[Exercise]:
Where the listing below reaches the line containing "middle dip: (347, 202)", start writing out lines exactly, and stop once the line containing "index dip: (487, 124)" has been written.

[Dataset content]:
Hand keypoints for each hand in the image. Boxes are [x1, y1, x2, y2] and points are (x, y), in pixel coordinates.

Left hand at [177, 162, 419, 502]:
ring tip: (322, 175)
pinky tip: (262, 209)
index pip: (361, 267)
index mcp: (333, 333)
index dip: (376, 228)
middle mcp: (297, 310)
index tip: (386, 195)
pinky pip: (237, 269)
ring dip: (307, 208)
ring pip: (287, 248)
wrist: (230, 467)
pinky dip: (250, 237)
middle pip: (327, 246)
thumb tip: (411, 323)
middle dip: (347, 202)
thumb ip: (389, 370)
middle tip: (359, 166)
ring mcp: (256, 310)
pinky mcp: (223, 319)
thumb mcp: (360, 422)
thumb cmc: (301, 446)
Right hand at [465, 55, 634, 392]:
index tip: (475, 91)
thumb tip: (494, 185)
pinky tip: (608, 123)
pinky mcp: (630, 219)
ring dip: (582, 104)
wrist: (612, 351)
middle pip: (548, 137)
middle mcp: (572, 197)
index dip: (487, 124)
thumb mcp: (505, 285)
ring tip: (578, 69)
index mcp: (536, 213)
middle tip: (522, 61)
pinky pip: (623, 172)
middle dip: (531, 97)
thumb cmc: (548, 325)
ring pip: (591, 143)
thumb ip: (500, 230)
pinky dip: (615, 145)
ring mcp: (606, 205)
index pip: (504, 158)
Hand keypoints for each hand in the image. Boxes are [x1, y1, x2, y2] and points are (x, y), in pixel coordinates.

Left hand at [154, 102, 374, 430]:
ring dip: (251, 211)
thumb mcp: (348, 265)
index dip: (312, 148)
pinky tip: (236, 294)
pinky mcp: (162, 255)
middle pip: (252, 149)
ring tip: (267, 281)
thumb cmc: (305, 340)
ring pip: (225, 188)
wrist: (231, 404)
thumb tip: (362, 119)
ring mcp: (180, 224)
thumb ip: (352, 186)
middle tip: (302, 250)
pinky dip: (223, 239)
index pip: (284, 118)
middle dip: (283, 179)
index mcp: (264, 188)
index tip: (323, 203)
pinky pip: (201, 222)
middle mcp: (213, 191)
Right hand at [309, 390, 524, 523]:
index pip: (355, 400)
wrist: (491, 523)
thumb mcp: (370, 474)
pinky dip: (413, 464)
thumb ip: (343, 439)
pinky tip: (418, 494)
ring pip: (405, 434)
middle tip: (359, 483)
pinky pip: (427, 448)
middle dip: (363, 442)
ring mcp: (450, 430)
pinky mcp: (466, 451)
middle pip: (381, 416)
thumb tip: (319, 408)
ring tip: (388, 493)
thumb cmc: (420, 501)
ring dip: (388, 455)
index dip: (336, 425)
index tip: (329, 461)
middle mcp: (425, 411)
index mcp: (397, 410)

[The completed task]:
middle dip: (347, 202)
thumb ip: (389, 370)
middle tip: (359, 166)
ring mcp: (256, 310)
pinky mcp: (223, 319)
thumb mcp: (360, 422)
thumb cmc: (301, 446)
Right hand at [465, 55, 634, 392]:
index tip: (475, 91)
thumb tip: (494, 185)
pinky tip: (608, 123)
pinky mcp: (630, 219)
ring dip: (582, 104)
wrist: (612, 351)
middle pip: (548, 137)
middle mcp: (572, 197)
index dip: (487, 124)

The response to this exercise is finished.